I went out with a man for a few months who was from the South.  He hadn't been exposed to "non-south" cooking (I have no other way of putting it).  He hated my food.  He told me I couldn't cook.  It was insulting.  But then he doused my pasta with ketchup and I realized he just didn't know what good food was.

We didn't last long, for many compatibility reasons; food being one of them.

The Mister enjoys my cooking but those times he's only "meh" about it, I feel let down.  Mind you, I don't prepare gourmet meals every day, but when I do put a lot of effort into a dinner (and I do so happily, because cooking for him is enjoyable for me) and he says something like "Yeah, this works" I feel disappointed.  He explained to me later that "It works" is, for him, complimentary.  However, he says "This is really good" a lot more often now.

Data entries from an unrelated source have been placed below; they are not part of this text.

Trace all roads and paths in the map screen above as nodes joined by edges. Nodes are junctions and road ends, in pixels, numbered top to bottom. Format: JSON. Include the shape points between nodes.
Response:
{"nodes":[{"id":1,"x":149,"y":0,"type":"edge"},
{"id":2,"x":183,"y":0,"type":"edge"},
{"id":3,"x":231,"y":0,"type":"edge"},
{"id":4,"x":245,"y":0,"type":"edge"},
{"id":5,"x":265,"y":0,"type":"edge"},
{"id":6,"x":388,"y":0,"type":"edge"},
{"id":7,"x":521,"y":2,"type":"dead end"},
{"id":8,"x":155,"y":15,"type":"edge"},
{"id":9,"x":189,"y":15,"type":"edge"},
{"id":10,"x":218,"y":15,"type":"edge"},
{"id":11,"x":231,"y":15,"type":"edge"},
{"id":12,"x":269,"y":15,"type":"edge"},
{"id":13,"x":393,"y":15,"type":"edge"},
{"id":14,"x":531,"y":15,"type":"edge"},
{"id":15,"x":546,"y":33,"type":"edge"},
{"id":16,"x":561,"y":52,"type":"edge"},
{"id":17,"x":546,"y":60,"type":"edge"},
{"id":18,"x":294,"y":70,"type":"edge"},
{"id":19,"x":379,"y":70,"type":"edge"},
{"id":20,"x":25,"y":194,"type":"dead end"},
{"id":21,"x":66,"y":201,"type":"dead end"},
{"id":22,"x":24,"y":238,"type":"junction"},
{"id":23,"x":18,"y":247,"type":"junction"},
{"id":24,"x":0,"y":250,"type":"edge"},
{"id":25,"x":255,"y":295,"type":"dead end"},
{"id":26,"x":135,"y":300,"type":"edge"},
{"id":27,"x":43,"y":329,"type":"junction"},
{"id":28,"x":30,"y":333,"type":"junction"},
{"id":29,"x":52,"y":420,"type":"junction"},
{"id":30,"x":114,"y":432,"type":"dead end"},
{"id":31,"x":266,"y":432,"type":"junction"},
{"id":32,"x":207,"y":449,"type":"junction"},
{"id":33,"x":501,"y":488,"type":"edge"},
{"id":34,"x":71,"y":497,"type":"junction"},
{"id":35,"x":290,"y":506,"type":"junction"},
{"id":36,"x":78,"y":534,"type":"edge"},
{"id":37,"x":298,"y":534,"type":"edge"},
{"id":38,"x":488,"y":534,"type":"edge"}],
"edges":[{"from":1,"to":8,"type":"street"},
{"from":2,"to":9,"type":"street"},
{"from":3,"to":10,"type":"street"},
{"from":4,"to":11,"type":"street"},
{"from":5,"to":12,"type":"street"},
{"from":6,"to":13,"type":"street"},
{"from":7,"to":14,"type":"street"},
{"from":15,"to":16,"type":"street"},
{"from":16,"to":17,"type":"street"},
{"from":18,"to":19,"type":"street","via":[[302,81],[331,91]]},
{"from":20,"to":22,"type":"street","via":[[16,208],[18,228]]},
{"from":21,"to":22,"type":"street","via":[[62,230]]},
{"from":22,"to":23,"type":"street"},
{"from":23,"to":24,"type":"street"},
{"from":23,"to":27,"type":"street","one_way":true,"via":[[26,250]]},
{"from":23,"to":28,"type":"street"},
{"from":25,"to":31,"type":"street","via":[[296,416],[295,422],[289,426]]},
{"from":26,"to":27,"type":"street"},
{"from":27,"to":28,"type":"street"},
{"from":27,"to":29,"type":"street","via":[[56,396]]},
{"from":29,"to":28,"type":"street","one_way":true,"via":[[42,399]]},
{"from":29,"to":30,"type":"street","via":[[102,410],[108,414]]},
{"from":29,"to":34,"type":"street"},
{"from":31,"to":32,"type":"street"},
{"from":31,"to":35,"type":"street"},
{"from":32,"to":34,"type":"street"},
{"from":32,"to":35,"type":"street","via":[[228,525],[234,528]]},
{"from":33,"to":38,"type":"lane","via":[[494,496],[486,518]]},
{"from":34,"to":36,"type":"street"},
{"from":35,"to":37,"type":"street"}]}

Once I had made dinner for his daughter and him, and he asked her, "Do you think you can get a meal this good in a restaurant?"  She said "Not a chance, because this was made with love."  That girl warms my heart, I tell ya.

So no, if a man spurned my cooking, we would not be compatible.  Food is important in my world.  Cooking and preparing it, even more so.  Spurning my cooking would be on par with spurning my kisses.  But spurning, to me, is to completely reject what the other is offering, and cooking is part of who I am.  So I wouldn't be with a man who rejected me.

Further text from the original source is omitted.